I should add that matching a single \A is not possible. Only the ^ and $ anchors can be used to match without a pattern, but the \A and \Z anchors need a pattern as "context" to assert the begin-of-file match.

alvin55531 commented 2 weeks ago

Thank you for the clarification!

So the non-empty expression must be inside the capture group/non-capture group with the \A? So it has to be (?:\A.*|.*Testword) and not (?:\A|.*Testword)someotherpattern?

Is this a limitation set by ugrep (perhaps for performance?) or a limitation of the regex engine ugrep uses. I tried the original regex (on Regex101) with PCRE2 and it would match successfully.

genivia-inc commented 2 weeks ago

This is to avoid confusion and problems, i.e. when \A does not match anything when it isn't followed by a pattern. The syntax check only applies to the regex syntax, not to its meaning. Regex can be arbitrarily complex. An accurate check can only be done in the DFA, but that is not useful to find the location in the regex that caused it and it won't work with option -P (PCRE2) that also does not produce the expected output for a sole \A without a pattern that follows it.

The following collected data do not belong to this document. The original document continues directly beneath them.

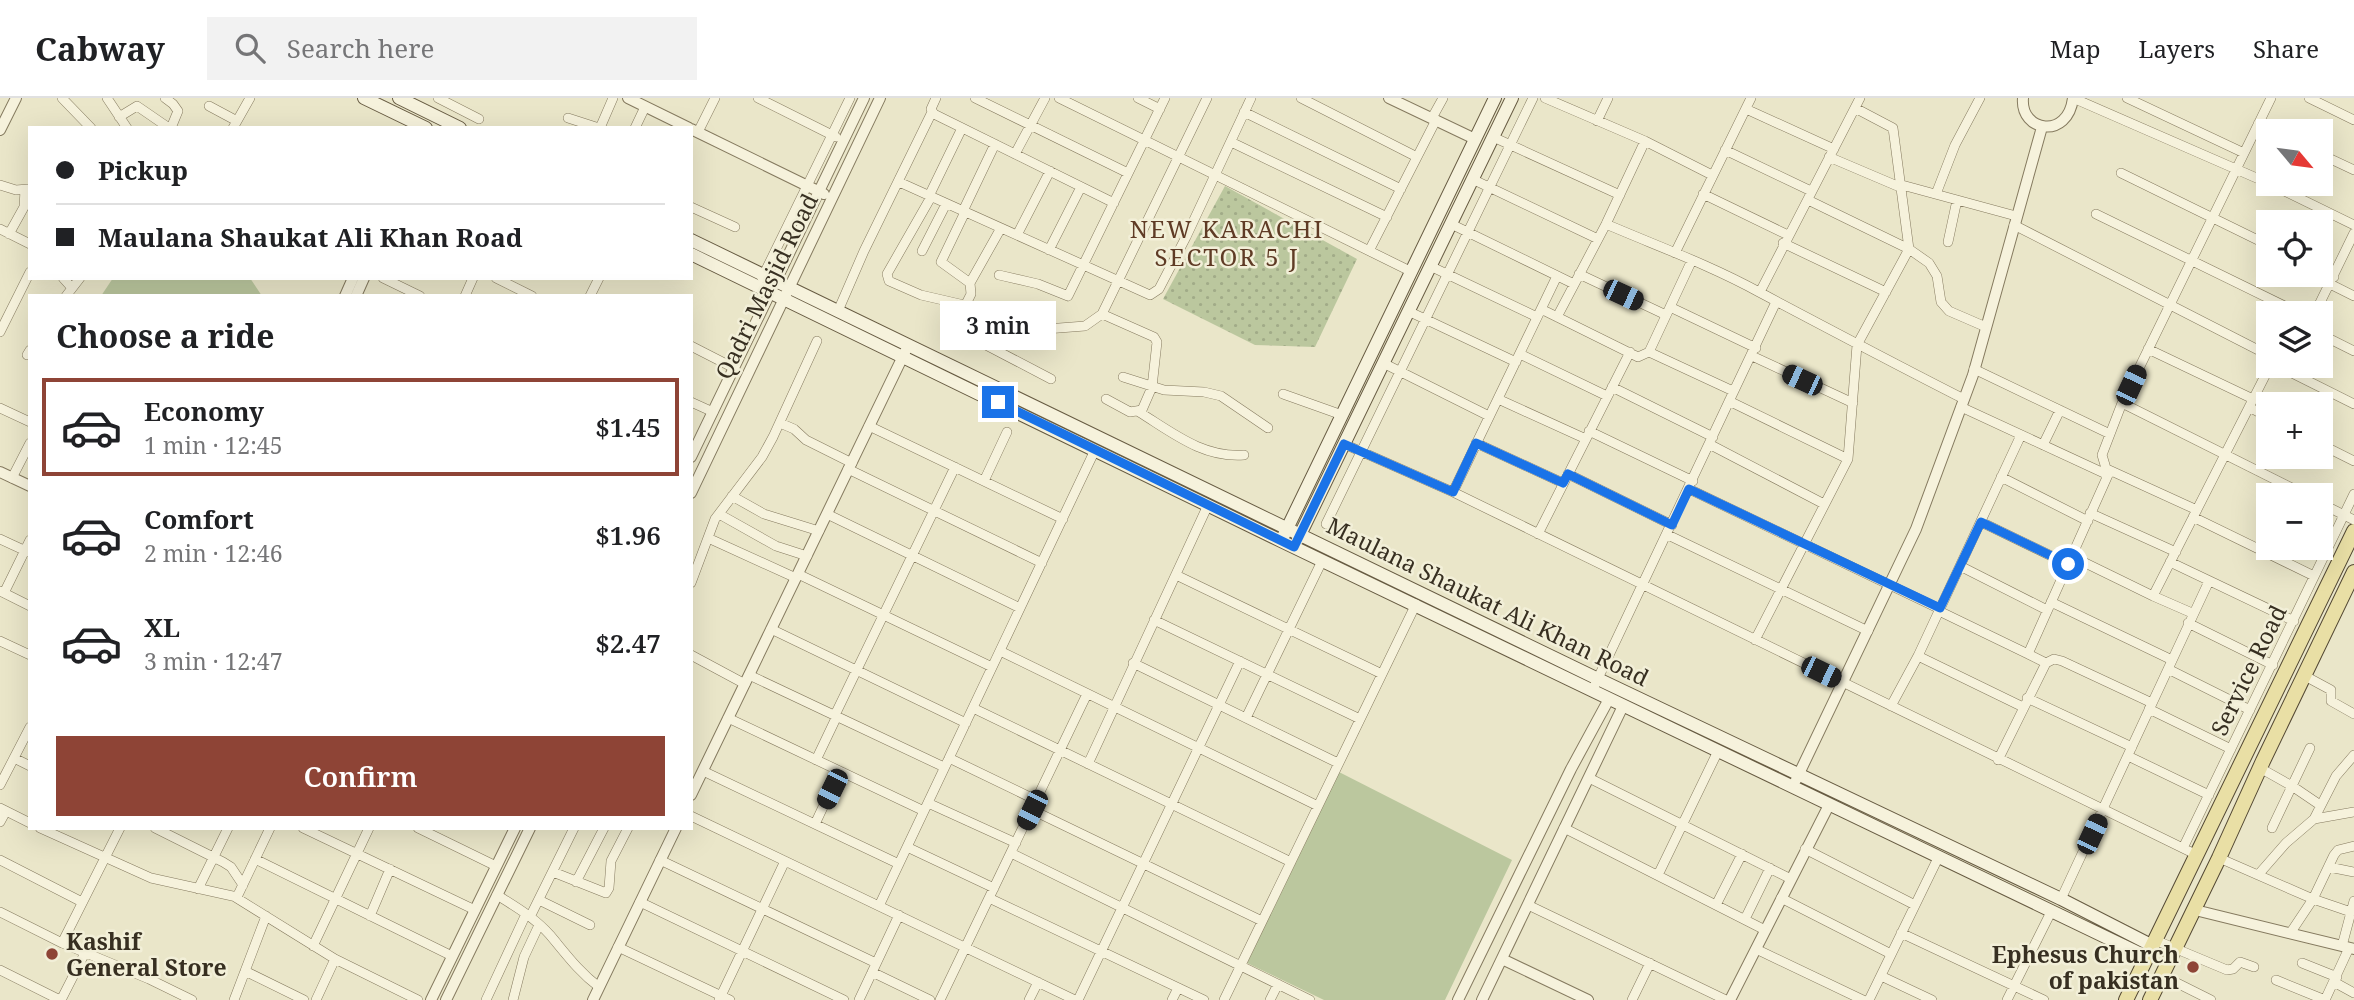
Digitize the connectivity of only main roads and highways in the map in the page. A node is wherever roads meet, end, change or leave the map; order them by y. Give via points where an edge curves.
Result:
1 (365, 98) edge
2 (399, 98) edge
3 (1495, 98) edge
4 (1511, 98) edge
5 (436, 120) edge
6 (422, 126) edge
7 (454, 126) edge
8 (693, 241) edge
9 (693, 255) edge
10 (767, 283) junction
11 (786, 293) junction
12 (1288, 527) junction
13 (2354, 531) edge
14 (1300, 534) junction
15 (1281, 541) junction
16 (1294, 547) junction
17 (2353, 576) edge
18 (2247, 753) junction
19 (2262, 765) junction
20 (2152, 948) junction
21 (2126, 1000) edge
22 (2150, 1000) edge

1 - 6 main road
2 - 5 main road
3 - 12 main road
4 - 14 main road
5 - 7 main road
8 - 10 main road, Maulana Shaukat Ali Khan Road
9 - 10 main road, Maulana Shaukat Ali Khan Road
10 - 11 main road, Maulana Shaukat Ali Khan Road
11 - 12 main road, Maulana Shaukat Ali Khan Road via 909,344
11 - 15 main road, Maulana Shaukat Ali Khan Road via 902,357
12 - 14 main road, Maulana Shaukat Ali Khan Road
12 - 15 main road
13 - 18 main road
14 - 16 main road
14 - 20 main road, Maulana Shaukat Ali Khan Road via 2062,899
15 - 16 main road, Maulana Shaukat Ali Khan Road
16 - 20 main road, Maulana Shaukat Ali Khan Road via 2052,910
17 - 19 main road
18 - 19 main road
18 - 20 main road
19 - 22 main road
20 - 21 main road

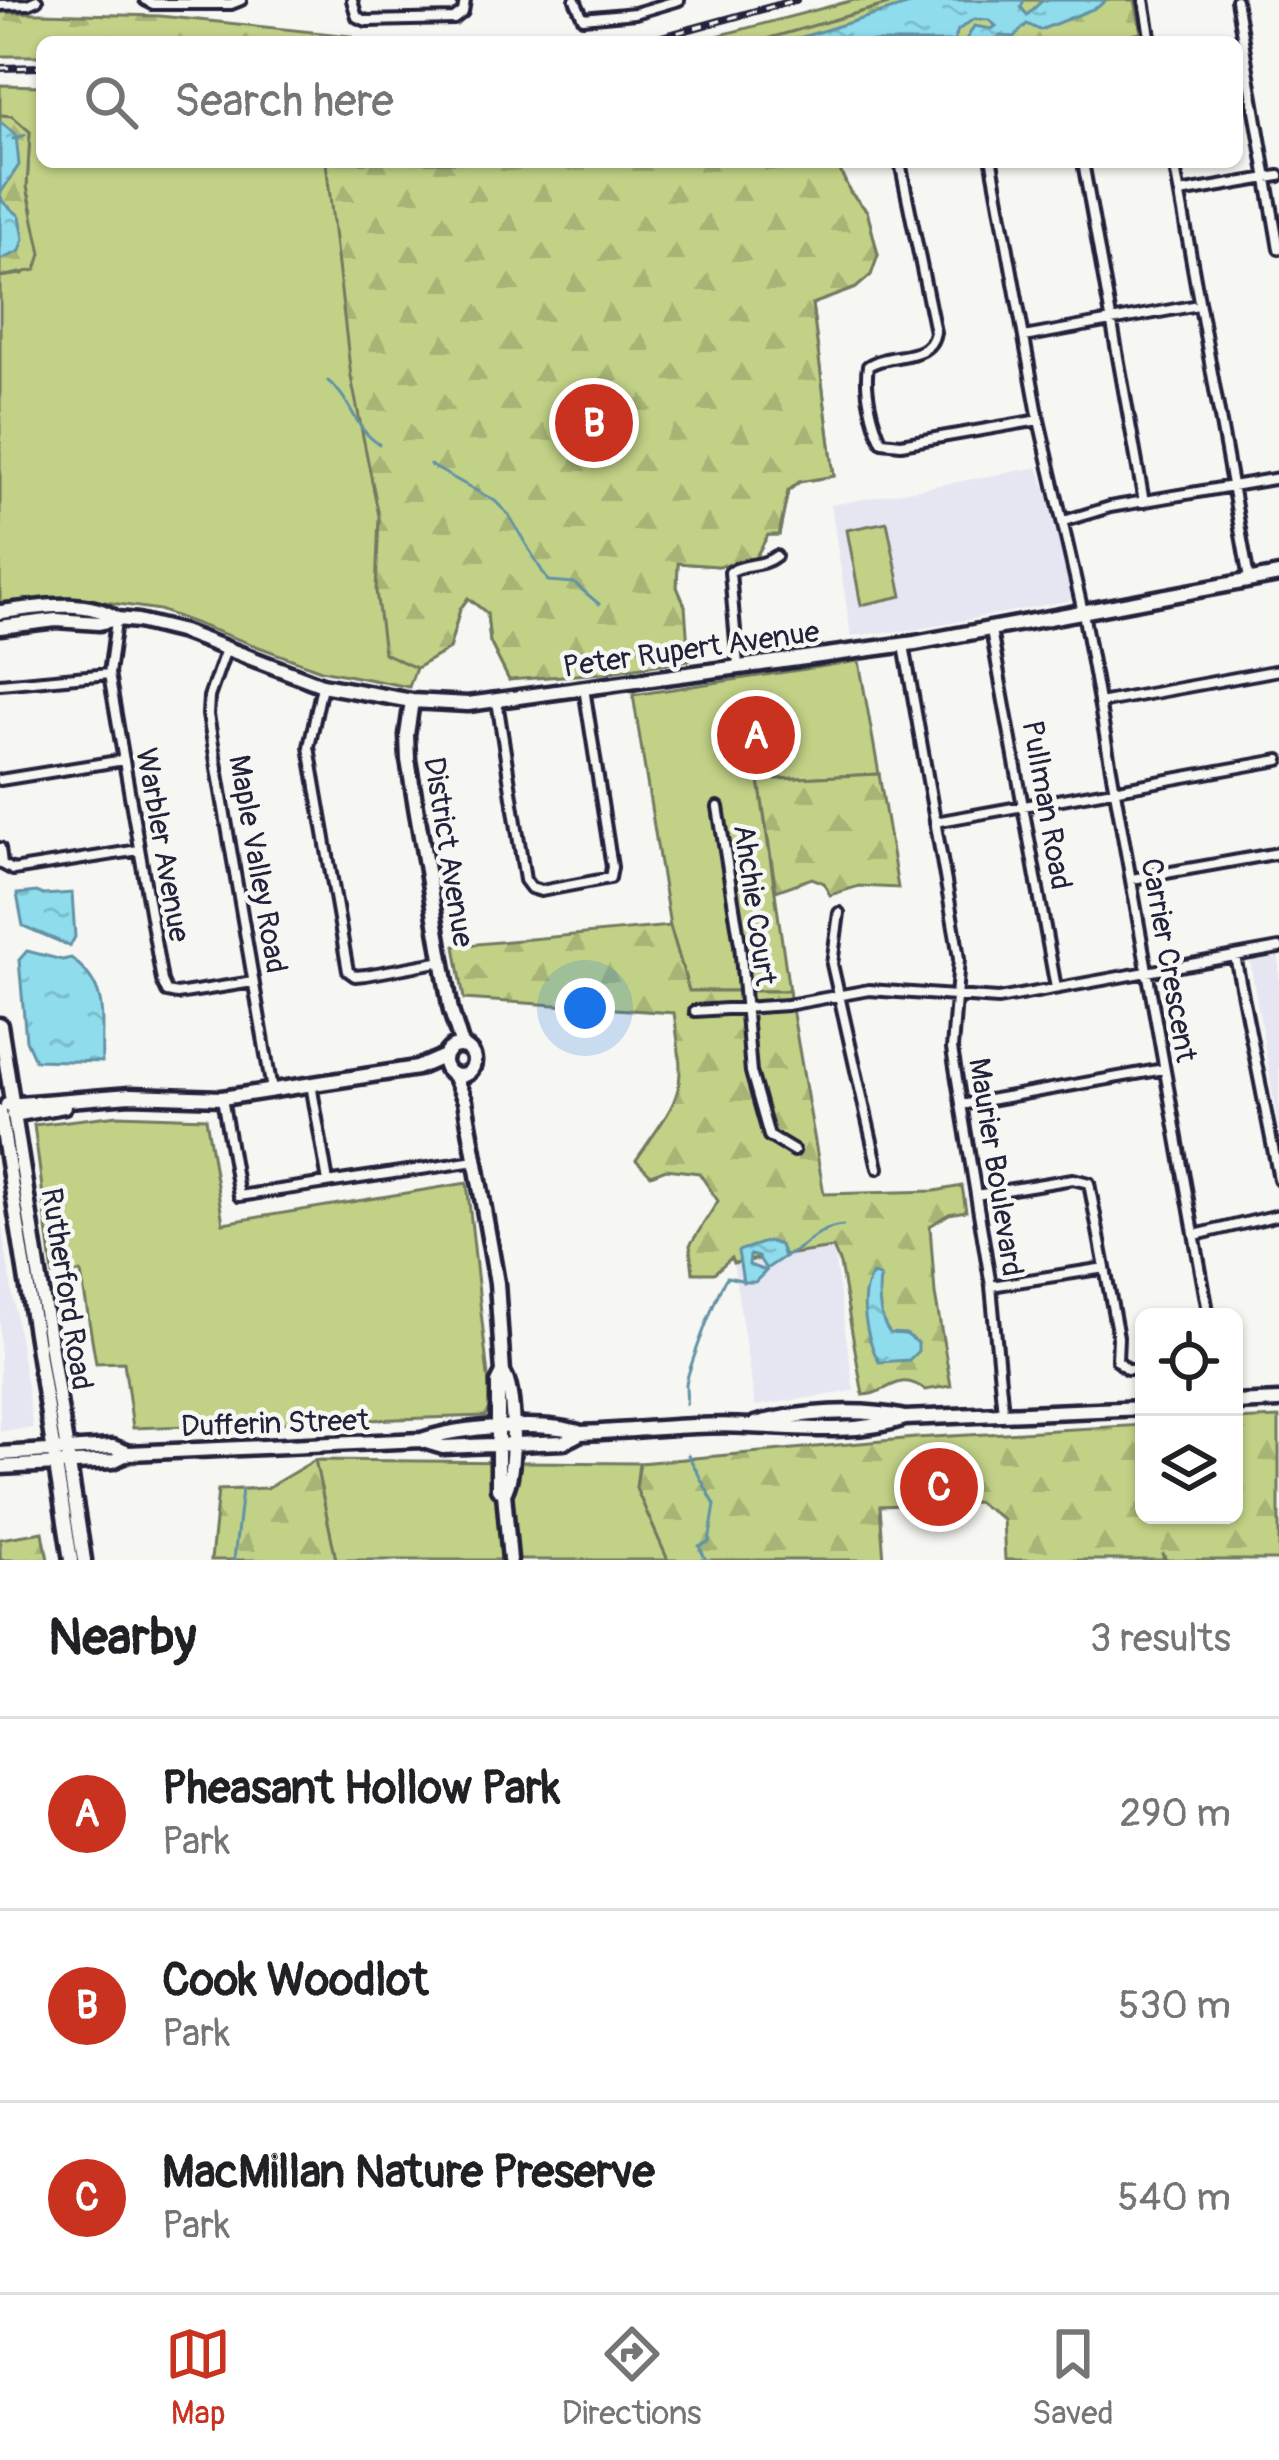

For regex like (\A|aaa)bbb one can also write (\Abbb|aaabbb) which is the same.

genivia-inc commented 1 week ago

Is this a limitation set by ugrep (perhaps for performance?) or a limitation of the regex engine ugrep uses. I tried the original regex (on Regex101) with PCRE2 and it would match successfully.

Using a sole \A doesn't work with PCRE2 using ugrep option -P when I temporarily removed the limitation. PCRE2 only matches lines with "test" with the regex (\A|test).

Therefore, disallowing a sole \A when not followed by a pattern prevents problems and confusion. Sure, something like (\A|test)ing should match ing at the start of a file, but this is the same as writing the regex `\Aing|testing. Any factored regex can be expanded this way and works with ugrep just fine.